É à luz desta lógica que importa interpretar as palavras da apresentação do  novo programa sobre o Bairro da Lomba para instalar no seu miolo 47 habitações novas num valor de 7,7 milhões de euros, que dá cerca de 200 mil euros por unidade, valor que nos parece demasiado elevado, tendo em conta que nas casas da Ilha da Bela Vista o seu valor ficou entre os 16 e 26 mil euros para 37 unidades habitacionais e a construção do Bairro Dona Leonor as casas novas tiveram um custo médio entre os 50 e 60 mil euros para a construção de 77 unidades habitacionais distribuídas entre tipologias T1, T2, T3 e T4. 

Segundo informação disponível pode-se inferir que a Câmara Municipal do Porto (CMP) vai reabilitar 47 habitações, qualificadas através de um projeto dos arquitetos Maria Souto de Moura, Francisco Pina Cabral, Francisco Amoedo e Luís Vitorino Caleiro. O projeto prevê que o novo complexo habitacional disponha de 34 T1, 10 T2 e 3 T3. Facilmente constatamos várias contradições: por um lado, o Presidente da CMP fala em “reabilitar as ilhas da Lomba», mas no acordo assinado pelo Vereador de Urbanismo e Habitação Pedro Baganha e a Presidente do Instituto de Habitação e Reabilitação Urbana (IHRU), Isabel Martins Dias, fala de um projeto para um novo complexo habitacional. Passados estes meses, a CMP assume afinal de que se trata da demolição das ilhas da Lomba para aí colocar 47 novas habitações. Apresenta-se como justificação da demolição completa deste quarteirão histórico e de grande valor patrimonial o pseudoargumento de que as «ilhas não são viáveis» (cf. JN, 23/05/2024).
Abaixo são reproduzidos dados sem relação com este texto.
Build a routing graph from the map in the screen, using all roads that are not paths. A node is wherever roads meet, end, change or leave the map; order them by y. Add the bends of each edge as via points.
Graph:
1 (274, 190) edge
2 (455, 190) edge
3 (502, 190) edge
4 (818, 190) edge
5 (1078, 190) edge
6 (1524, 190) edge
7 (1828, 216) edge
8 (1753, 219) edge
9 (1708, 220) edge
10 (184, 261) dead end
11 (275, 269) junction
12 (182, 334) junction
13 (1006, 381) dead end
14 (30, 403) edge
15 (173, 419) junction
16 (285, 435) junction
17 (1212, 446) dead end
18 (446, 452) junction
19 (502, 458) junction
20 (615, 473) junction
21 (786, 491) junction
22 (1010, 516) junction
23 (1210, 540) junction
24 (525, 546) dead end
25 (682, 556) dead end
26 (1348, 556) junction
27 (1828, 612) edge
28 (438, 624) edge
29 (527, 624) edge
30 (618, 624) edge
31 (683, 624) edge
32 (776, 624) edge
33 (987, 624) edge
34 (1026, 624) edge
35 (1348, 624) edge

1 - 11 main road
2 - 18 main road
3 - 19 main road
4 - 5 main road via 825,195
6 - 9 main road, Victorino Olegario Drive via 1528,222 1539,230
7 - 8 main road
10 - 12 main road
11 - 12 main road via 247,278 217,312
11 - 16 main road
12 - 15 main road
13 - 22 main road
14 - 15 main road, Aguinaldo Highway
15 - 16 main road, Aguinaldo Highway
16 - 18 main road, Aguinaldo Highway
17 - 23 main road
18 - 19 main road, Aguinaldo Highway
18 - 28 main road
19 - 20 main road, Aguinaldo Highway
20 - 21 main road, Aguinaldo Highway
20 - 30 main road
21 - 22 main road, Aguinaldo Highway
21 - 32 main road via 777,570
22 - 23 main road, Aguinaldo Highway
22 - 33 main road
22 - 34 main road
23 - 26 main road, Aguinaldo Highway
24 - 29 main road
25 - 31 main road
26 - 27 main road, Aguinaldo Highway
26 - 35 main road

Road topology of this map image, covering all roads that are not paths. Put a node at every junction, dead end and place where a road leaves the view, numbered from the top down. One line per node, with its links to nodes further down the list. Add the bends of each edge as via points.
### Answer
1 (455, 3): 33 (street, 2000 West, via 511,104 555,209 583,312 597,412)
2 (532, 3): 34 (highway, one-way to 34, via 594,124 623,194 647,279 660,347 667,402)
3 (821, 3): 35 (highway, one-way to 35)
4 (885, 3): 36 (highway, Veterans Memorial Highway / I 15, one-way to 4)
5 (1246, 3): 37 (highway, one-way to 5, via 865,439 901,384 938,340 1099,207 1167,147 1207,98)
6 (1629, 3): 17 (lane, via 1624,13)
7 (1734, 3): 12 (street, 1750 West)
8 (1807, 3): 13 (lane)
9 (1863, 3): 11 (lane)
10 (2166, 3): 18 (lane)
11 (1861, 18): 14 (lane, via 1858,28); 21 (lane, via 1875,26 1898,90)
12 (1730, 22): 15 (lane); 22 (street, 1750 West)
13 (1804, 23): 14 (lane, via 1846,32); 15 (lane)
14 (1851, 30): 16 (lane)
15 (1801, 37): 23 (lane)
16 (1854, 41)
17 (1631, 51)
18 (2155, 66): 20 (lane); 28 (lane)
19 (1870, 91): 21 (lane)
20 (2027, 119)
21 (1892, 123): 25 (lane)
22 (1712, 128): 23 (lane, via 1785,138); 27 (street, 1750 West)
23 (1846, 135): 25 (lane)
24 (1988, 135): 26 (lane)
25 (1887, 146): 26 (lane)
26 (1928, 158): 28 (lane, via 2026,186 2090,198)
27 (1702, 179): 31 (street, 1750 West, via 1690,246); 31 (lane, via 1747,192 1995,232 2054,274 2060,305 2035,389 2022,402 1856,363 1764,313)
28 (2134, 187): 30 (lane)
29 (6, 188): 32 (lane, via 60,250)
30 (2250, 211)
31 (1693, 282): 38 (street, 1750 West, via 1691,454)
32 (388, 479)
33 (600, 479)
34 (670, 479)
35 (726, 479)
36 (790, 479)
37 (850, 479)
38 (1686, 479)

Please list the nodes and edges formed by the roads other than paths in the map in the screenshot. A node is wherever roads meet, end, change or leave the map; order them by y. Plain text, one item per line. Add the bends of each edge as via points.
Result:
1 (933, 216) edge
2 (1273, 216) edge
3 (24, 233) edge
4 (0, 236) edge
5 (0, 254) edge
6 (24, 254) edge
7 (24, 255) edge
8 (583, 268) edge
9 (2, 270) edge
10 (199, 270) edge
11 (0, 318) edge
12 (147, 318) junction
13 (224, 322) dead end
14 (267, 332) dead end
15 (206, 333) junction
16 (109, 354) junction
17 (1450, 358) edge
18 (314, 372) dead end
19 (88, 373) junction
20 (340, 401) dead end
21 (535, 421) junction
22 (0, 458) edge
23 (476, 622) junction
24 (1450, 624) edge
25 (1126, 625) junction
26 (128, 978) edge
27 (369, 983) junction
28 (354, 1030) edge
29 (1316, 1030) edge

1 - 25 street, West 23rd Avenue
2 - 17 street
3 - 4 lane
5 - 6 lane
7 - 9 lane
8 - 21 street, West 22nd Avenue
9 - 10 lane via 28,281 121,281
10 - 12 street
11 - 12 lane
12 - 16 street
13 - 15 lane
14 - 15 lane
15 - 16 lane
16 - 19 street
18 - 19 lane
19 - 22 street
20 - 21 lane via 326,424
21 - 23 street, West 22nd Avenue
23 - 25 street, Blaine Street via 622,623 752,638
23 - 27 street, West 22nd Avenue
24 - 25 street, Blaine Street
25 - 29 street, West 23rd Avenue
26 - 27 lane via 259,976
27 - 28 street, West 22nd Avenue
Apesar da promessa de reabilitação das ilhas operárias da Lomba e da visita à ilha da Bela Vista no sentido da reabilitação por parte do então candidato em 2013 e seguidamente Presidente da CMP, tal apenas teve lugar no que concerne a ilha da Bela Vista. Com efeito, esta  viria a ser reabilitada em 2017 em processo de arquitetura participada entre a Associação de Moradores, o Laboratório de Habitação Básica com a colaboração do Centro Interdisciplinar de Ciências Sociais da Universidade do Minho, por um lado, e o Pelouro de Habitação da CMP, por outro, tendo então tido um papel decisivo os Vereadores Paulo Cunha e Manuel Correia Fernandes. Todavia, em relação ao Bairro da Lomba em que teria sido dado um sinal no quadro de um programa que teria subjacente os mesmos objetivos, tal não se verificou até hoje. Pelo contrário, acabamos por constatar, com o andar das obras, que afinal estamos perante um outro programa que arrasa as ilhas da Lomba, higieniza o bairro e faz tábua rasa de todo o quarteirão, destruindo ruas, vielas, logradouros e pátios interiores, pequenas hortas e jardins, nivelando e massificando a topografia do terreno. São assim destruídas topologias, verticalizações e relações geofísicas e topológicas que eram o garante da diversidade e complexidade patrimonial deste território urbano.

Este programa teve como principal coordenador o arquiteto Aitor Varea, segundo informação veiculada nas notícias dadas pela Presidência da CMP. Estamos perante uma proposta de programa que se traduz numa forma simplista e zonificada de traçar uma ideia de regeneração da cidade, aplicada num bairro histórico que merecia mais conhecimento, mais sensibilidade e valorização. Uma proposta escandalosa que propõe arrasar o espaço social das ilhas da Lomba, quando se afirma em textos e em entrevistas que se pretende reabilitar as ilhas.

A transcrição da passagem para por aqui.